PROBLEM STATEMENT: Look at the entries below and reproduce them exactly.

------ GIVEN INFORMATION ------

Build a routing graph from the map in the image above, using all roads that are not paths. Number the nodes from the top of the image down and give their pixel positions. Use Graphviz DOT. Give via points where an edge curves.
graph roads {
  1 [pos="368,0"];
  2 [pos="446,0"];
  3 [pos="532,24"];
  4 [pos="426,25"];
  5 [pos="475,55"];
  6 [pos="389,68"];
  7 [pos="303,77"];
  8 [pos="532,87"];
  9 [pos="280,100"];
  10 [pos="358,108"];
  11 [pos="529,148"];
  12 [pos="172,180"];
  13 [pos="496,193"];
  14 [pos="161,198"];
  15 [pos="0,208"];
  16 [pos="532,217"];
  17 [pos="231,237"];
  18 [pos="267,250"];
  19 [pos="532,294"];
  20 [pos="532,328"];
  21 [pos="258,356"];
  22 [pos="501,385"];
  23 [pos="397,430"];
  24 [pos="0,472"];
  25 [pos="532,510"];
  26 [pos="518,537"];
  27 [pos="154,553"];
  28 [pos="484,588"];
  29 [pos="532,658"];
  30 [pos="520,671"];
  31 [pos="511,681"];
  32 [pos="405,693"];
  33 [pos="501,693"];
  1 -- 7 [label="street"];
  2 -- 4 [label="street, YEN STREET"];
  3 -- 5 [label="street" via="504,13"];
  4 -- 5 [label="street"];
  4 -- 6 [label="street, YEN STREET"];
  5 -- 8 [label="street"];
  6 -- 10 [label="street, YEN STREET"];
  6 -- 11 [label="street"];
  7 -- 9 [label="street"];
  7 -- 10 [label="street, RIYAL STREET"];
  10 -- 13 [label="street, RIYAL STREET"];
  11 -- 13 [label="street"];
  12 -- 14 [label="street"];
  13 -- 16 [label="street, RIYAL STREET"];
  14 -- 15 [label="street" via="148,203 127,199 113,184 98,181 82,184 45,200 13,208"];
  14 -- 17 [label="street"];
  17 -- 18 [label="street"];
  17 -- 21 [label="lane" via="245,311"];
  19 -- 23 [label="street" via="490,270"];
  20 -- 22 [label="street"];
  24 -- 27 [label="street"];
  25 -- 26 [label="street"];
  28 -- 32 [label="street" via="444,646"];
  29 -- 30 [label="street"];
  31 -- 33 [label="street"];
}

------

RESPONSE TO THE EXERCISE:
Build a routing graph from the map in the image above, using all roads that are not paths. Number the nodes from the top of the image down and give their pixel positions. Use Graphviz DOT. Give via points where an edge curves.
graph roads {
  1 [pos="368,0"];
  2 [pos="446,0"];
  3 [pos="532,24"];
  4 [pos="426,25"];
  5 [pos="475,55"];
  6 [pos="389,68"];
  7 [pos="303,77"];
  8 [pos="532,87"];
  9 [pos="280,100"];
  10 [pos="358,108"];
  11 [pos="529,148"];
  12 [pos="172,180"];
  13 [pos="496,193"];
  14 [pos="161,198"];
  15 [pos="0,208"];
  16 [pos="532,217"];
  17 [pos="231,237"];
  18 [pos="267,250"];
  19 [pos="532,294"];
  20 [pos="532,328"];
  21 [pos="258,356"];
  22 [pos="501,385"];
  23 [pos="397,430"];
  24 [pos="0,472"];
  25 [pos="532,510"];
  26 [pos="518,537"];
  27 [pos="154,553"];
  28 [pos="484,588"];
  29 [pos="532,658"];
  30 [pos="520,671"];
  31 [pos="511,681"];
  32 [pos="405,693"];
  33 [pos="501,693"];
  1 -- 7 [label="street"];
  2 -- 4 [label="street, YEN STREET"];
  3 -- 5 [label="street" via="504,13"];
  4 -- 5 [label="street"];
  4 -- 6 [label="street, YEN STREET"];
  5 -- 8 [label="street"];
  6 -- 10 [label="street, YEN STREET"];
  6 -- 11 [label="street"];
  7 -- 9 [label="street"];
  7 -- 10 [label="street, RIYAL STREET"];
  10 -- 13 [label="street, RIYAL STREET"];
  11 -- 13 [label="street"];
  12 -- 14 [label="street"];
  13 -- 16 [label="street, RIYAL STREET"];
  14 -- 15 [label="street" via="148,203 127,199 113,184 98,181 82,184 45,200 13,208"];
  14 -- 17 [label="street"];
  17 -- 18 [label="street"];
  17 -- 21 [label="lane" via="245,311"];
  19 -- 23 [label="street" via="490,270"];
  20 -- 22 [label="street"];
  24 -- 27 [label="street"];
  25 -- 26 [label="street"];
  28 -- 32 [label="street" via="444,646"];
  29 -- 30 [label="street"];
  31 -- 33 [label="street"];
}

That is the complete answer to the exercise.